• [Work instruction]: Output only the line that contains "thumb ip: (1218, 694)" and the lines after it, all verbatim, through the last one below.

-.-.-

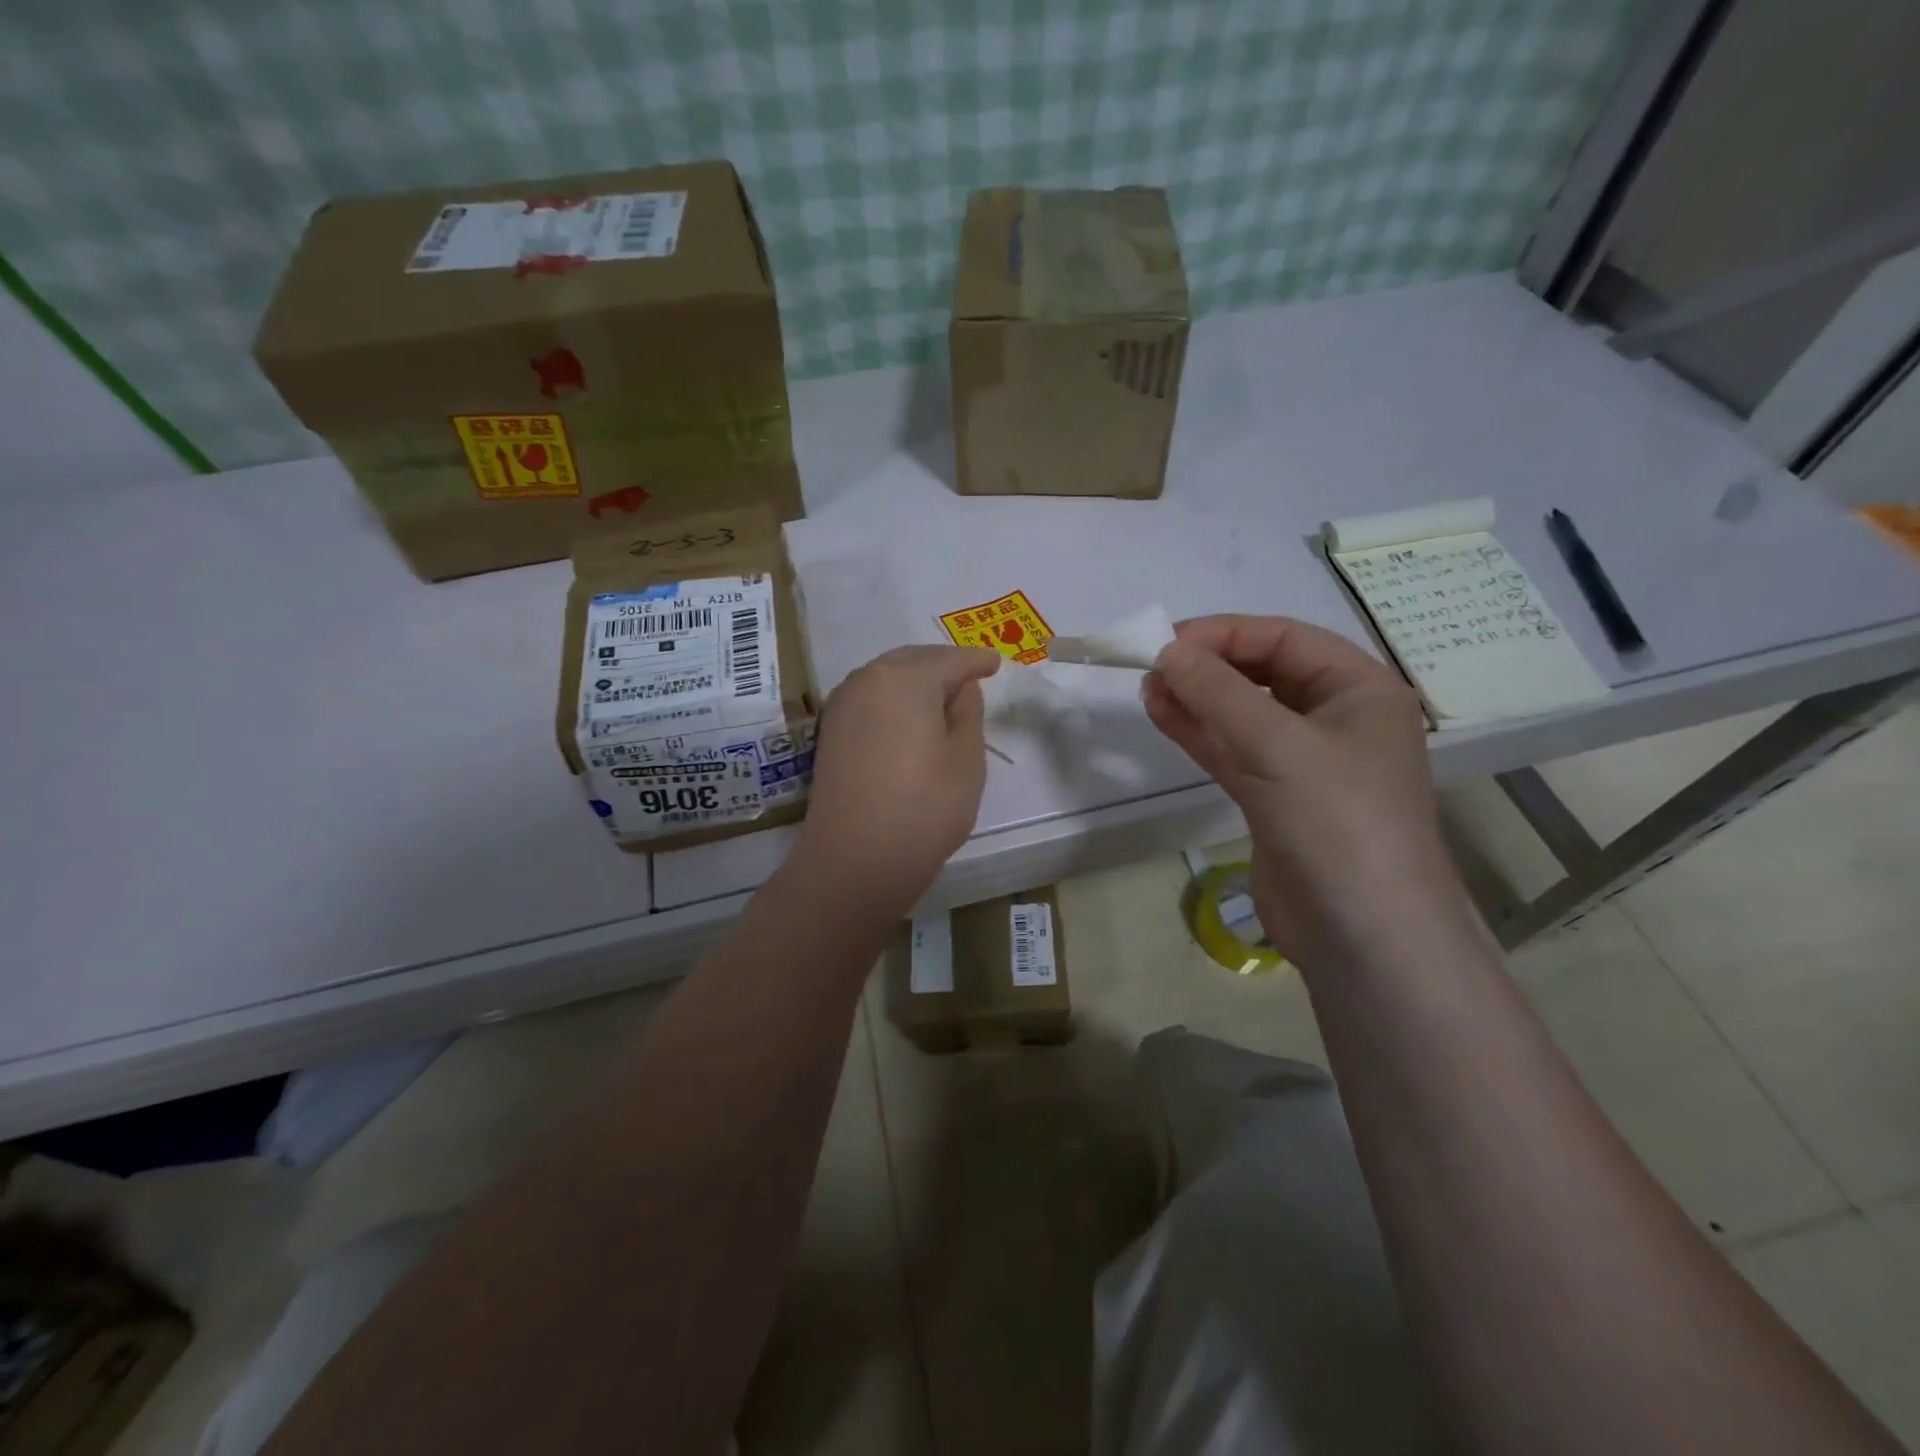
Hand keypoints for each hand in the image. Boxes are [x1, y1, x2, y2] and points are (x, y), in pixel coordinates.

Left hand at [798, 645, 1001, 911]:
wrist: (854, 861)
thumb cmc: (924, 808)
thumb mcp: (966, 759)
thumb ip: (968, 712)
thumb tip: (959, 689)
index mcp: (905, 677)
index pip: (951, 659)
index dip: (977, 661)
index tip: (996, 664)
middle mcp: (867, 679)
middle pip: (914, 661)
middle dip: (944, 666)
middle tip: (972, 680)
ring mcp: (842, 706)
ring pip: (888, 678)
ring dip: (916, 682)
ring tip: (943, 701)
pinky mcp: (830, 733)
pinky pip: (870, 700)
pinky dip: (894, 701)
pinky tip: (909, 720)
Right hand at [1143, 615, 1474, 966]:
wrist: (1363, 936)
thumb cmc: (1338, 824)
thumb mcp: (1277, 746)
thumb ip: (1218, 694)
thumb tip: (1166, 652)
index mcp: (1359, 690)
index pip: (1284, 639)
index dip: (1224, 634)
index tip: (1166, 643)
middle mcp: (1335, 718)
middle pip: (1262, 673)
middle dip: (1208, 667)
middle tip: (1151, 667)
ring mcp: (1304, 762)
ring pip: (1242, 713)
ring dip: (1197, 699)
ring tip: (1147, 688)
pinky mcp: (1275, 798)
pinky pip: (1233, 750)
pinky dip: (1199, 732)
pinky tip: (1163, 715)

-.-.-

• [Output of the task]:
thumb ip: (1218, 694)
thumb tip: (1166, 652)
index mcp: (1359, 690)
index pip: (1284, 639)
index dip: (1224, 634)
index tip: (1166, 643)
middle mcp: (1335, 718)
middle pip: (1262, 673)
middle dip: (1208, 667)
middle tip: (1151, 667)
ring mcp: (1304, 762)
ring pip: (1242, 713)
ring dip: (1197, 699)
ring tip: (1147, 688)
pinky mcp: (1275, 798)
pinky pip: (1233, 750)
pinky dip: (1199, 732)
pinky tip: (1163, 715)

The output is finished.